Required action:
Would you copy the lines below exactly and omit the images?

::::

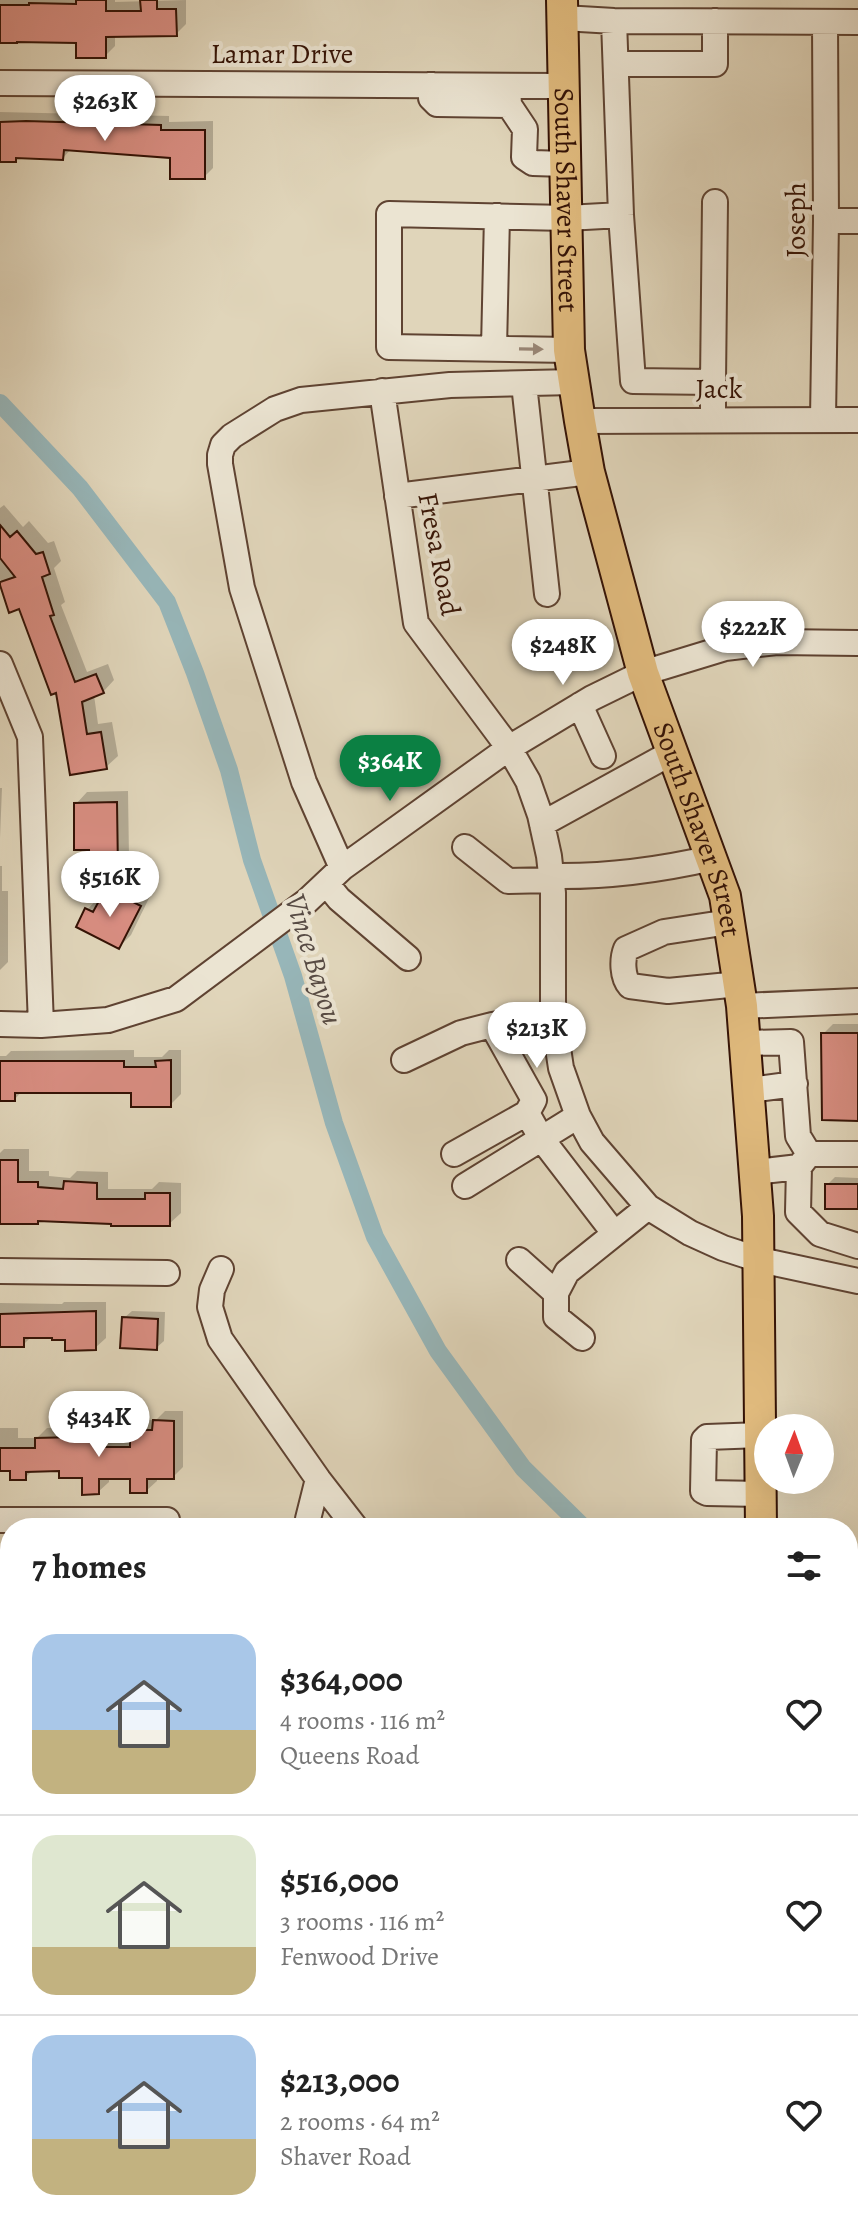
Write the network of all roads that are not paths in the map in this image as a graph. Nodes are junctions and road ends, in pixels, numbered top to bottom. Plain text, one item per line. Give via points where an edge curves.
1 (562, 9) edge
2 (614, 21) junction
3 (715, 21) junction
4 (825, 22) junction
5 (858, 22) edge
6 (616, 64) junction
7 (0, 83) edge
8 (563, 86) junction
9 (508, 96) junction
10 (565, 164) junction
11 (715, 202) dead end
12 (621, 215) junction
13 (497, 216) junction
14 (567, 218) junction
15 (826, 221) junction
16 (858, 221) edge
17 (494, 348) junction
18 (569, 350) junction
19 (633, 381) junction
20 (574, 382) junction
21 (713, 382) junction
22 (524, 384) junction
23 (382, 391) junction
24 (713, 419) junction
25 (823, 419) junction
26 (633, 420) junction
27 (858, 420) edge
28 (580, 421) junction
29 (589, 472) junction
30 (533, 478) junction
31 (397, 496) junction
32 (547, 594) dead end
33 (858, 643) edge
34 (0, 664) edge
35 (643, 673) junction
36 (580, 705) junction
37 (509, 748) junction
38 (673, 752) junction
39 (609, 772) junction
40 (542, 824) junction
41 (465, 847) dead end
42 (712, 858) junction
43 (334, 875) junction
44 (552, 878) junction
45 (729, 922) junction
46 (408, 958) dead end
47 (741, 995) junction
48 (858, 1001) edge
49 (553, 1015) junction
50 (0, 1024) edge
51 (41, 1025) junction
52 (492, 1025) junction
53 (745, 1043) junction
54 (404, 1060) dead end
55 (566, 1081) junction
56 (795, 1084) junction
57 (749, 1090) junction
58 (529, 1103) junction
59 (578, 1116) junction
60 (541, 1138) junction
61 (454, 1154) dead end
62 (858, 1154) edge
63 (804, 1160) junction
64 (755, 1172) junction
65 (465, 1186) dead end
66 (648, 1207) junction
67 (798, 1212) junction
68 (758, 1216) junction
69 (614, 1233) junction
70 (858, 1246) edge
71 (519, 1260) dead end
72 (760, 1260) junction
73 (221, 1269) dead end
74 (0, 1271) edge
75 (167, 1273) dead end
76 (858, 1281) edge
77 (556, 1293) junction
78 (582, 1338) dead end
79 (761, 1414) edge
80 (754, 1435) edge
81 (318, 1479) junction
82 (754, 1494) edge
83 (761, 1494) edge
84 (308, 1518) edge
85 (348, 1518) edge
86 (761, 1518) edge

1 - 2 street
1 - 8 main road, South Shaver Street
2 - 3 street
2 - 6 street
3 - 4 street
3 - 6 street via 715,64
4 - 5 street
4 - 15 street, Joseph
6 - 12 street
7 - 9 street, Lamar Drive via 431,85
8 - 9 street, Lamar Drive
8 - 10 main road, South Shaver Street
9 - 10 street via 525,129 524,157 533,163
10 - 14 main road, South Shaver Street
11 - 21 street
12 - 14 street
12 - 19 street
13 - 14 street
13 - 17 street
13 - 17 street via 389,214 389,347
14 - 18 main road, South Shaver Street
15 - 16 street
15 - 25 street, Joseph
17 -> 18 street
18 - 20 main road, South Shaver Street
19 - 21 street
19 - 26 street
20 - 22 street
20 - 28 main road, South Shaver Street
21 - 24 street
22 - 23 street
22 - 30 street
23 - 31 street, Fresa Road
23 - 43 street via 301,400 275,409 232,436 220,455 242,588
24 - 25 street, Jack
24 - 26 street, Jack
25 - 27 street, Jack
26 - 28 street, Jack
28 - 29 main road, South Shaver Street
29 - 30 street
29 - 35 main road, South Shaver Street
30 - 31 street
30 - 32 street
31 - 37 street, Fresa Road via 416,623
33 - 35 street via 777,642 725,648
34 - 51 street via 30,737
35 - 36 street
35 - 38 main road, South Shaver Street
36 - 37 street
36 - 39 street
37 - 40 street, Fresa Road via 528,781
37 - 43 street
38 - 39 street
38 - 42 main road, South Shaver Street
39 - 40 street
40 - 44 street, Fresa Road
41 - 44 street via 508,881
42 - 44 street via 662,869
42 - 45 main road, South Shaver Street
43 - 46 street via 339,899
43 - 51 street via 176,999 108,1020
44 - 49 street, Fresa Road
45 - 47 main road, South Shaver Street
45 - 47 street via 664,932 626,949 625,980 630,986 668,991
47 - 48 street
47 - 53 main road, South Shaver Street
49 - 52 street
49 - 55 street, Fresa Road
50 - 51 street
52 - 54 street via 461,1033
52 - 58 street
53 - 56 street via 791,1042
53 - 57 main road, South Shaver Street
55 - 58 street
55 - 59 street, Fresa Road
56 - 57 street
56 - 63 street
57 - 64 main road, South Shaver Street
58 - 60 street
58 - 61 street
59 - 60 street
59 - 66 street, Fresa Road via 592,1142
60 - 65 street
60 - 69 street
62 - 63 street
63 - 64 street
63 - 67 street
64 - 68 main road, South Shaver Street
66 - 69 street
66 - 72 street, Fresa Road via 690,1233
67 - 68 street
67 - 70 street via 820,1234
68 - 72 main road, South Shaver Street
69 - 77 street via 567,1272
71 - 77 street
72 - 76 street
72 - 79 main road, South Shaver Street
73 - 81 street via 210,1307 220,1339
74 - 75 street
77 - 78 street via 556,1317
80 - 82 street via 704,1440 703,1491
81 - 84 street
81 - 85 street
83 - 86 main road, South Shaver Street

::::

Solution to the problem:
Write the network of all roads that are not paths in the map in this image as a graph. Nodes are junctions and road ends, in pixels, numbered top to bottom. Plain text, one item per line. Give via points where an edge curves.
1 (562, 9) edge
2 (614, 21) junction
3 (715, 21) junction
4 (825, 22) junction
5 (858, 22) edge
6 (616, 64) junction
7 (0, 83) edge
8 (563, 86) junction
9 (508, 96) junction
10 (565, 164) junction
11 (715, 202) dead end
12 (621, 215) junction
13 (497, 216) junction
14 (567, 218) junction
15 (826, 221) junction
16 (858, 221) edge
17 (494, 348) junction
18 (569, 350) junction
19 (633, 381) junction
20 (574, 382) junction
21 (713, 382) junction
22 (524, 384) junction
23 (382, 391) junction
24 (713, 419) junction
25 (823, 419) junction
26 (633, 420) junction
27 (858, 420) edge
28 (580, 421) junction
29 (589, 472) junction
30 (533, 478) junction
31 (397, 496) junction
32 (547, 594) dead end
33 (858, 643) edge
34 (0, 664) edge
35 (643, 673) junction
36 (580, 705) junction
37 (509, 748) junction
38 (673, 752) junction
39 (609, 772) junction
40 (542, 824) junction
41 (465, 847) dead end
42 (712, 858) junction
43 (334, 875) junction
44 (552, 878) junction
45 (729, 922) junction
46 (408, 958) dead end
47 (741, 995) junction
48 (858, 1001) edge
49 (553, 1015) junction
50 (0, 1024) edge
51 (41, 1025) junction
52 (492, 1025) junction
53 (745, 1043) junction
54 (404, 1060) dead end
55 (566, 1081) junction
56 (795, 1084) junction
57 (749, 1090) junction
58 (529, 1103) junction
59 (578, 1116) junction
60 (541, 1138) junction
61 (454, 1154) dead end
62 (858, 1154) edge
63 (804, 1160) junction
64 (755, 1172) junction
65 (465, 1186) dead end
66 (648, 1207) junction
67 (798, 1212) junction
68 (758, 1216) junction
69 (614, 1233) junction
70 (858, 1246) edge
71 (519, 1260) dead end
72 (760, 1260) junction
73 (221, 1269) dead end
74 (0, 1271) edge
75 (167, 1273) dead end
76 (858, 1281) edge
77 (556, 1293) junction
78 (582, 1338) dead end
79 (761, 1414) edge
80 (754, 1435) edge
81 (318, 1479) junction
82 (754, 1494) edge
83 (761, 1494) edge
84 (308, 1518) edge
85 (348, 1518) edge
86 (761, 1518) edge

1 - 2 street
1 - 8 main road, South Shaver Street
2 - 3 street
2 - 6 street
3 - 4 street
3 - 6 street via 715,64
4 - 5 street
4 - 15 street, Joseph
6 - 12 street
7 - 9 street, Lamar Drive via 431,85
8 - 9 street, Lamar Drive
8 - 10 main road, South Shaver Street
9 - 10 street via 525,129 524,157 533,163
10 - 14 main road, South Shaver Street
11 - 21 street
12 - 14 street
12 - 19 street
13 - 14 street
13 - 17 street
13 - 17 street via 389,214 389,347
14 - 18 main road, South Shaver Street
15 - 16 street
15 - 25 street, Joseph
17 -> 18 street
18 - 20 main road, South Shaver Street
19 - 21 street
19 - 26 street
20 - 22 street
20 - 28 main road, South Shaver Street
21 - 24 street
22 - 23 street
22 - 30 street
23 - 31 street, Fresa Road
23 - 43 street via 301,400 275,409 232,436 220,455 242,588
24 - 25 street, Jack
24 - 26 street, Jack
25 - 27 street, Jack
26 - 28 street, Jack
28 - 29 main road, South Shaver Street
29 - 30 street
29 - 35 main road, South Shaver Street
30 - 31 street
30 - 32 street
31 - 37 street, Fresa Road via 416,623
33 - 35 street via 777,642 725,648
34 - 51 street via 30,737
35 - 36 street
35 - 38 main road, South Shaver Street
36 - 37 street
36 - 39 street
37 - 40 street, Fresa Road via 528,781
37 - 43 street
38 - 39 street
38 - 42 main road, South Shaver Street
39 - 40 street
40 - 44 street, Fresa Road
41 - 44 street via 508,881
42 - 44 street via 662,869
42 - 45 main road, South Shaver Street
43 - 46 street via 339,899
43 - 51 street via 176,999 108,1020
44 - 49 street, Fresa Road
45 - 47 main road, South Shaver Street
45 - 47 street via 664,932 626,949 625,980 630,986 668,991
47 - 48 street
47 - 53 main road, South Shaver Street
49 - 52 street
49 - 55 street, Fresa Road
50 - 51 street
52 - 54 street via 461,1033
52 - 58 street
53 - 56 street via 791,1042
53 - 57 main road, South Shaver Street
55 - 58 street
55 - 59 street, Fresa Road
56 - 57 street
56 - 63 street
57 - 64 main road, South Shaver Street
58 - 60 street
58 - 61 street
59 - 60 street
59 - 66 street, Fresa Road via 592,1142
60 - 65 street
60 - 69 street
62 - 63 street
63 - 64 street
63 - 67 street
64 - 68 main road, South Shaver Street
66 - 69 street
66 - 72 street, Fresa Road via 690,1233
67 - 68 street
67 - 70 street via 820,1234
68 - 72 main road, South Shaver Street
69 - 77 street via 567,1272
71 - 77 street
72 - 76 street
72 - 79 main road, South Shaver Street
73 - 81 street via 210,1307 220,1339
74 - 75 street
77 - 78 street via 556,1317
80 - 82 street via 704,1440 703,1491
81 - 84 street
81 - 85 street
83 - 86 main road, South Shaver Street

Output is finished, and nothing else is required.